Comparing the performance of machine learning algorithms for remote and in situ estimations of chlorophyll‐a content: A case study in the Tri An Reservoir, Vietnam

Chlorophyll-a (Chl-a) is one of the most important indicators of the trophic status of inland waters, and its continued monitoring is essential. Recently, the operated Sentinel-2 MSI satellite offers high spatial resolution images for remote water quality monitoring. In this study, we tested the performance of the three well-known machine learning (ML) (random forest [RF], support vector machine [SVM], and Gaussian process [GP]) and the two novel ML (extreme gradient boost (XGB) and CatBoost [CB]) models for estimation a wide range of Chl-a concentration (10.1-798.7 μg/L) using the Sentinel-2 MSI data and in situ water quality measurement in the Tri An Reservoir (TAR), Vietnam.

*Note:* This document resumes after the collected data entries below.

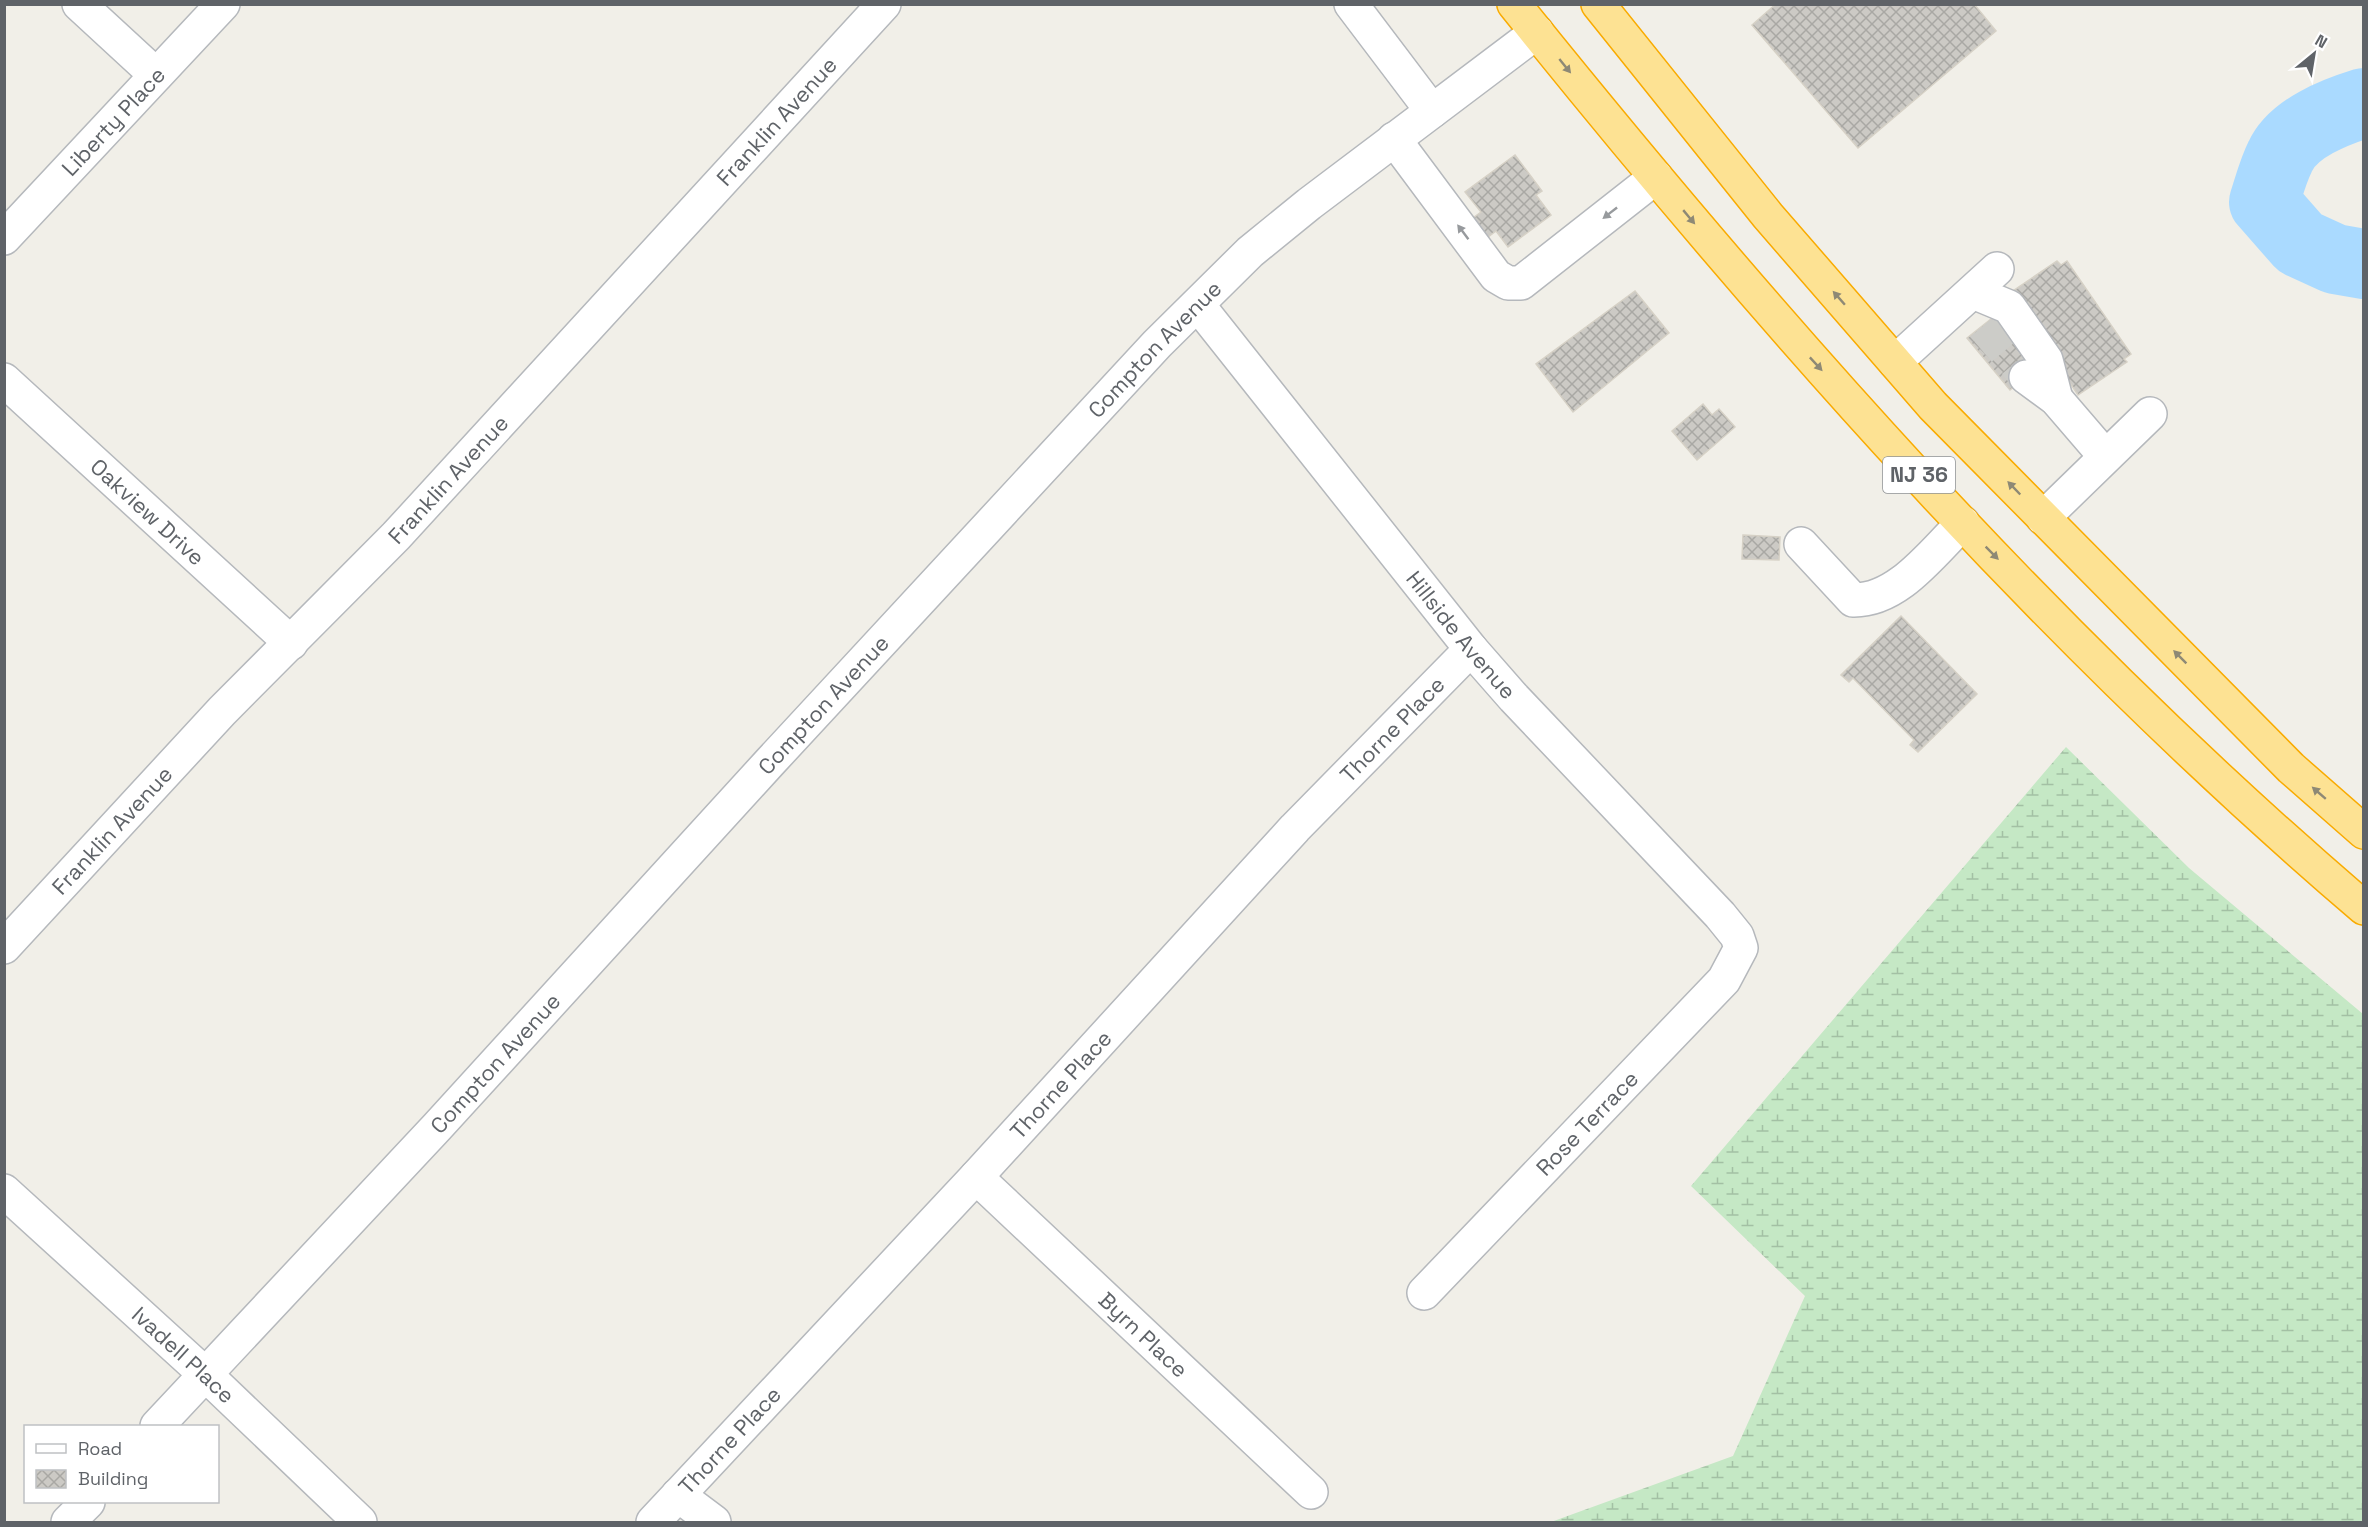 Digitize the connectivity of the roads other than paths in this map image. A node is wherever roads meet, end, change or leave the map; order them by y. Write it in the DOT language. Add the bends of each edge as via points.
graph roads {
  1 [pos="79,4"];
  2 [pos="223,4"];
  3 [pos="884,4"];
  4 [pos="1351,4"];
  5 [pos="1514,4"];
  6 [pos="1598,4"];
  7 [pos="1537,32"];
  8 [pos="156,75"];
  9 [pos="1432,111"];
  10 [pos="1394,140"];
  11 [pos="1656,177"];
  12 [pos="4,238"];
  13 [pos="1997,269"];
  14 [pos="1972,292"];
  15 [pos="1197,305"];
  16 [pos="1983,326"];
  17 [pos="1895,362"];
  18 [pos="2026,377"];
  19 [pos="4,380"];
  20 [pos="2056,399"];
  21 [pos="2150,414"];
  22 [pos="2105,456"];
  23 [pos="2043,518"];
  24 [pos="1963,523"];
  25 [pos="1801,544"];
  26 [pos="291,643"];
  27 [pos="1471,649"];
  28 [pos="2364,832"];
  29 [pos="2364,908"];
  30 [pos="4,947"];
  31 [pos="1741,948"];
  32 [pos="976,1177"];
  33 [pos="4,1191"];
  34 [pos="1424,1293"];
  35 [pos="205,1374"];
  36 [pos="158,1425"];
  37 [pos="1311,1492"];
  38 [pos="678,1495"];
  39 [pos="87,1503"];
  40 [pos="68,1522"];
  41 [pos="360,1522"];
  42 [pos="653,1522"];
  43 [pos="714,1522"];
  1 -- 8 [label="street"];
  2 -- 8 [label="street, Liberty Place"];
  3 -- 26 [label="street, Franklin Avenue" via="396,536"];
  4 -- 9 [label="street"];
  5 -- 7 [label="highway, NJ 36"];
  17 -- 6 [label="highway, NJ 36, one-way" via="1768,216"];
  7 -- 9 [label="street, Compton Avenue"];
  7 -- 11 [label="highway, NJ 36, one-way"];
  8 -- 12 [label="street, Liberty Place"];
  9 -- 10 [label="street, Compton Avenue"];
  11 -- 10 [label="street, one-way" via="1521,283 1508,283 1496,276"];
  10 -- 15 [label="street, Compton Avenue" via="1250,252"];
  11 -- 24 [label="highway, NJ 36, one-way" via="1791,337"];
  13 -- 14 [label="street"];
  14 -- 16 [label="street"];
  14 -- 17 [label="street"];
  14 -- 20 [label="street" via="2009,307 2046,360"];
  15 -- 27 [label="street, Hillside Avenue"];
  15 -- 35 [label="street, Compton Avenue"];
  23 -- 17 [label="highway, NJ 36, one-way"];
  18 -- 20 [label="street"];
  19 -- 26 [label="street, Oakview Drive"];
  20 -- 22 [label="street"];
  21 -- 22 [label="street"];
  22 -- 23 [label="street"];
  28 -- 23 [label="highway, NJ 36, one-way" via="2291,768"];
  24 -- 25 [label="street" via="1894,589 1869,600 1853,600"];
  24 -- 29 [label="highway, NJ 36, one-way" via="2155,717"];
  26 -- 30 [label="street, Franklin Avenue" via="222,711"];
  27 -- 31 [label="street, Hillside Avenue" via="1720,915 1737,936"];
  27 -- 32 [label="street, Thorne Place" via="1295,828"];
  31 -- 34 [label="street, Rose Terrace" via="1724,980"];
  32 -- 37 [label="street, Byrn Place"];
  32 -- 38 [label="street, Thorne Place"];
  33 -- 35 [label="street, Ivadell Place"];
  35 -- 36 [label="street, Compton Avenue"];
  35 -- 41 [label="street, Ivadell Place"];
  38 -- 42 [label="street, Thorne Place"];
  38 -- 43 [label="street"];
  39 -- 40 [label="street"];
}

GP indicated the most reliable model for predicting Chl-a from water quality parameters (R2 = 0.85, root-mean-square error [RMSE] = 56.65 μg/L, Akaike's information criterion [AIC] = 575.10, and Bayesian information criterion [BIC] = 595.24). Regarding input model as water surface reflectance, CB was the superior model for Chl-a retrieval (R2 = 0.84, RMSE = 46.28 μg/L, AIC = 229.18, and BIC = 238.50). Our results indicated that GP and CB are the two best models for the prediction of Chl-a in TAR. Overall, the Sentinel-2 MSI coupled with ML algorithms is a reliable, inexpensive, and accurate instrument for monitoring Chl-a in inland waters. PRACTITIONER POINTS: Machine learning algorithms were used for both remote sensing data and in situ water quality measurements. The performance of five well-known machine learning models was tested Gaussian process was the most reliable model for predicting Chl-a from water quality parameters CatBoost was the best model for Chl-a retrieval from water surface reflectance.